* EXERCISE GOAL
Count the lines in the data below holding the string "then" and write the total by itself.

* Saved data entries

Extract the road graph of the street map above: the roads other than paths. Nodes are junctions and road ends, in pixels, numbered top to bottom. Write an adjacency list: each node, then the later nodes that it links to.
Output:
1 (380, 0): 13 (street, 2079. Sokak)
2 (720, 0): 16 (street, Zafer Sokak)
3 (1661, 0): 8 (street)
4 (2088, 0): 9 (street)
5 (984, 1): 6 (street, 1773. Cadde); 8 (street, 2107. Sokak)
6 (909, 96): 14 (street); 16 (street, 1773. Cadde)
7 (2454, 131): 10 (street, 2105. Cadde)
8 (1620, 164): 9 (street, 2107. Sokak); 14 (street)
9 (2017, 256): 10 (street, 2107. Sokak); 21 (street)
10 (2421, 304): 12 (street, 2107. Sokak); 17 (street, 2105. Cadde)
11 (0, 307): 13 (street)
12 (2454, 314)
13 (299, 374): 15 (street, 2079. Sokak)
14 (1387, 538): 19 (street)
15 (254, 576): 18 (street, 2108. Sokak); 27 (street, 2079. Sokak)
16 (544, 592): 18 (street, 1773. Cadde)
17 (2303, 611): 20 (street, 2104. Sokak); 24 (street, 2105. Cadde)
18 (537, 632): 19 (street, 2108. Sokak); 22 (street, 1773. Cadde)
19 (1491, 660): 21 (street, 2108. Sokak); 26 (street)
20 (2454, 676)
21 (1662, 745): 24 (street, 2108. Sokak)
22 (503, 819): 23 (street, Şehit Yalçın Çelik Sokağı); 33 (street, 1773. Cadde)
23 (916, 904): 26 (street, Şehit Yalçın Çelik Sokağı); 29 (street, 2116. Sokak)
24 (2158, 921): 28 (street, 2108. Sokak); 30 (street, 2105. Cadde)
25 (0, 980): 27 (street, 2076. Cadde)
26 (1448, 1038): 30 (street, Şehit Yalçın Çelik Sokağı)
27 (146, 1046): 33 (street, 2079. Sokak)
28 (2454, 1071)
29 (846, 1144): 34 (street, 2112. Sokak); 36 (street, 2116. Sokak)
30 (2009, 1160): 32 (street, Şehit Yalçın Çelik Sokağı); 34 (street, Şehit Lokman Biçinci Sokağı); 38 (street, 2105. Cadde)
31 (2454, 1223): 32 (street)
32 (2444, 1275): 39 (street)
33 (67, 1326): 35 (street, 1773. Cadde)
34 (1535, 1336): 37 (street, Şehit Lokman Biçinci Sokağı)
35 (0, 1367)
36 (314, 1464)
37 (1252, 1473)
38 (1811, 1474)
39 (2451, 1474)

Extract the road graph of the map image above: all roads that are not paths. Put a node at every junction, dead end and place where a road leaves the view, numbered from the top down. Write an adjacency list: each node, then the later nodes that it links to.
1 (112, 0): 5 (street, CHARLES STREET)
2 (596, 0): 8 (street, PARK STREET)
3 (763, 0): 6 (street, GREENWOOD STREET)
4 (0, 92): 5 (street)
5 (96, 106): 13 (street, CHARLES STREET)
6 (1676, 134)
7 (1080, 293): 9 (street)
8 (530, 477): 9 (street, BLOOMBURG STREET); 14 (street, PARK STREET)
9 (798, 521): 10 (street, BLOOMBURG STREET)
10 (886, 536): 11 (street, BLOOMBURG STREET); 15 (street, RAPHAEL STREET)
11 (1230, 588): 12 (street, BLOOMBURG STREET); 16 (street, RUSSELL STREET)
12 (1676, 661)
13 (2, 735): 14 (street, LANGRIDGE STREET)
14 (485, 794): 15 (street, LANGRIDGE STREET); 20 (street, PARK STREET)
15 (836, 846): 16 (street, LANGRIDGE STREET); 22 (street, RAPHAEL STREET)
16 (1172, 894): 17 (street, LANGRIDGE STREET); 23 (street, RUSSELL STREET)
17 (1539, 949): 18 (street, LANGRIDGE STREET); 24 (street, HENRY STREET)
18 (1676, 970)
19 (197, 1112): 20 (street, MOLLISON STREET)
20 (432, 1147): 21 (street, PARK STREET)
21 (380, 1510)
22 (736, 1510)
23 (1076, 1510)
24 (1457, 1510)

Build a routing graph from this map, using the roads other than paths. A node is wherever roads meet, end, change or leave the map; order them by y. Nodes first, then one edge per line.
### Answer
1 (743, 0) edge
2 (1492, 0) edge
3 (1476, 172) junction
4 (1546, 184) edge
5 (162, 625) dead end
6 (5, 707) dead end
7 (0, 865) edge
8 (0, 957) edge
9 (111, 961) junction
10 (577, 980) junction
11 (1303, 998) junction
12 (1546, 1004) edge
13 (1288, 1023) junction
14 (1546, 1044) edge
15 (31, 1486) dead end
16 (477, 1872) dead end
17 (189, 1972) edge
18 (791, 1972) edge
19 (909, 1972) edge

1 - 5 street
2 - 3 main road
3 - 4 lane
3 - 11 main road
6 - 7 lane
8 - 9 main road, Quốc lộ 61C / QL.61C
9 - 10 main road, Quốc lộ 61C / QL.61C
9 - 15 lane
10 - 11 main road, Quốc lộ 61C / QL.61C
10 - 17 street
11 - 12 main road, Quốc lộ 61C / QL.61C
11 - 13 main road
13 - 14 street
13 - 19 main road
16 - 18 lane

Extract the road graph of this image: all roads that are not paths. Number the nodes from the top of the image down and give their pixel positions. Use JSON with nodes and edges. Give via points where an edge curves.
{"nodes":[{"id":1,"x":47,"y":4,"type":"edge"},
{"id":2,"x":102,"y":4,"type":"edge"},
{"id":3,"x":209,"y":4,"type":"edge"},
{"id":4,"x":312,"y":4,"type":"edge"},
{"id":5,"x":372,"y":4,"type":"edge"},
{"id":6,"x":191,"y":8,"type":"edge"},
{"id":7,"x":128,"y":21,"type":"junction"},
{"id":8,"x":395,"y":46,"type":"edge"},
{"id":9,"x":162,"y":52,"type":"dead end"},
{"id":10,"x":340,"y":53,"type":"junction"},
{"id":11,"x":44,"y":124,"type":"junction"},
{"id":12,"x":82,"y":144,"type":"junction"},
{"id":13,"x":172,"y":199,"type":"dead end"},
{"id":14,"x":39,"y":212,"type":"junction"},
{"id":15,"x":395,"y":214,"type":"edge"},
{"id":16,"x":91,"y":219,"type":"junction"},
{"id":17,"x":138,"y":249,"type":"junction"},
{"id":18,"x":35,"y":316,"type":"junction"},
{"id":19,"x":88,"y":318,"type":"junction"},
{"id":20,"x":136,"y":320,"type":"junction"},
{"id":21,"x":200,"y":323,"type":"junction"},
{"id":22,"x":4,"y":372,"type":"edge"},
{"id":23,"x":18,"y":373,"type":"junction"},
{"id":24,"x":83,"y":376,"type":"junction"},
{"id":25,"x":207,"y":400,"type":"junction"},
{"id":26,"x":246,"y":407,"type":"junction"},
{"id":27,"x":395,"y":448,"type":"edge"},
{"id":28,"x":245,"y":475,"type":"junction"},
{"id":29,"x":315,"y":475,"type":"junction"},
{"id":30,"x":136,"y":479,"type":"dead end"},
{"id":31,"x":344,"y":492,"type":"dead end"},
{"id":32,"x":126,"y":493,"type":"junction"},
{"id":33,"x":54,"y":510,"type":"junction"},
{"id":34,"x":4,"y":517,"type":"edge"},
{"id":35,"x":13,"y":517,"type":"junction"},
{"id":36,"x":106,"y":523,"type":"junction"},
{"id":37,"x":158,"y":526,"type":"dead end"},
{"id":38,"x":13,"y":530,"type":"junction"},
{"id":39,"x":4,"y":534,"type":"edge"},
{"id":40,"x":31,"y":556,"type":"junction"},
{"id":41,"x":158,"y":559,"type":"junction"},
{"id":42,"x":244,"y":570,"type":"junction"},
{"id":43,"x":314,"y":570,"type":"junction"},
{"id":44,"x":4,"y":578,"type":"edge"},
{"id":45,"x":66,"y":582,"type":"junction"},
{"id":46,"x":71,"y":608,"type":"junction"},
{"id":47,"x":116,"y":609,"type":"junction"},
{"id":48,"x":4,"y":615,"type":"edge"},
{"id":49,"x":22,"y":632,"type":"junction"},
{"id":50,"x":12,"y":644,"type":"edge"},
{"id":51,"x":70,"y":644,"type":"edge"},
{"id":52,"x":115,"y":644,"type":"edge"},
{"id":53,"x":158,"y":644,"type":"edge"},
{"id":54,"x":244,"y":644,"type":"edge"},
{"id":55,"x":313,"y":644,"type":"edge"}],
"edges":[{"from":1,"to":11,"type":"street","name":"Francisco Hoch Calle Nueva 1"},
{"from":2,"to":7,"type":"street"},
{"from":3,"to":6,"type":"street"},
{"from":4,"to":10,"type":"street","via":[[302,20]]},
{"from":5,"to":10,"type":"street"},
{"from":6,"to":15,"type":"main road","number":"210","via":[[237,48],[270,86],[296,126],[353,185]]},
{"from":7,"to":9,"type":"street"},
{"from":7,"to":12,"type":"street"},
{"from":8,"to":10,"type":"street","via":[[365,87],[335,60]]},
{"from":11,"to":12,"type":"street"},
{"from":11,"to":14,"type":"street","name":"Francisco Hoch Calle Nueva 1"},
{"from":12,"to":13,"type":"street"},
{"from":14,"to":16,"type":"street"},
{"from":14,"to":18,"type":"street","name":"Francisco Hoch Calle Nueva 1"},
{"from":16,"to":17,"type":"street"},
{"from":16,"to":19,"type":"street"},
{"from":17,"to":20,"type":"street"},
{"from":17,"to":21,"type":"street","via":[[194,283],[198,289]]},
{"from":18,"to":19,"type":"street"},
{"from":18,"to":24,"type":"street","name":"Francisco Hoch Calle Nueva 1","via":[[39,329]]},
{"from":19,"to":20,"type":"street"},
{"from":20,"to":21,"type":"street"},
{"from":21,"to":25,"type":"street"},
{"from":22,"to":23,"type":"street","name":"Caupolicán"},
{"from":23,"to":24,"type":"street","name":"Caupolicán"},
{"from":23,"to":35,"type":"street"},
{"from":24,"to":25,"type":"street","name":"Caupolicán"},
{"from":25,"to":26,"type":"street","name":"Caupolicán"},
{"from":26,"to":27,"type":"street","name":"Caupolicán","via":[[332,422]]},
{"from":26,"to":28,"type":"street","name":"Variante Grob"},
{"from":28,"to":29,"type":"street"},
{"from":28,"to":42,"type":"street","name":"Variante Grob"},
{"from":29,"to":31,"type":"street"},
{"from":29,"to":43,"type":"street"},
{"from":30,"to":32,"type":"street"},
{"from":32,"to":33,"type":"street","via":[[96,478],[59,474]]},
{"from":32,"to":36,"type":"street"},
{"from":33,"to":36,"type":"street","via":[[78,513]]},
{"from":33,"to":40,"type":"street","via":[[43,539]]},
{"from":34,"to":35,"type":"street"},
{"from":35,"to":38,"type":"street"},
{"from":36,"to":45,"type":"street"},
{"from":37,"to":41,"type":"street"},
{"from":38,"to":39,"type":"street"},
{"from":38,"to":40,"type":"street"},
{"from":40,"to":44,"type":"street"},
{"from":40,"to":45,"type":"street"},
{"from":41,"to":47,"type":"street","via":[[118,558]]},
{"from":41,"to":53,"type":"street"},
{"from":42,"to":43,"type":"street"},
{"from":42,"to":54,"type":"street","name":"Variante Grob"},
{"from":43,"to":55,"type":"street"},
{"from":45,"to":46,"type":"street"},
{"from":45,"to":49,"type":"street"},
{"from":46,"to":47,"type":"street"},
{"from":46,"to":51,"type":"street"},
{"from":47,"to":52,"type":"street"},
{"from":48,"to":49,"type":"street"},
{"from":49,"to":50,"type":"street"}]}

* RESULT
3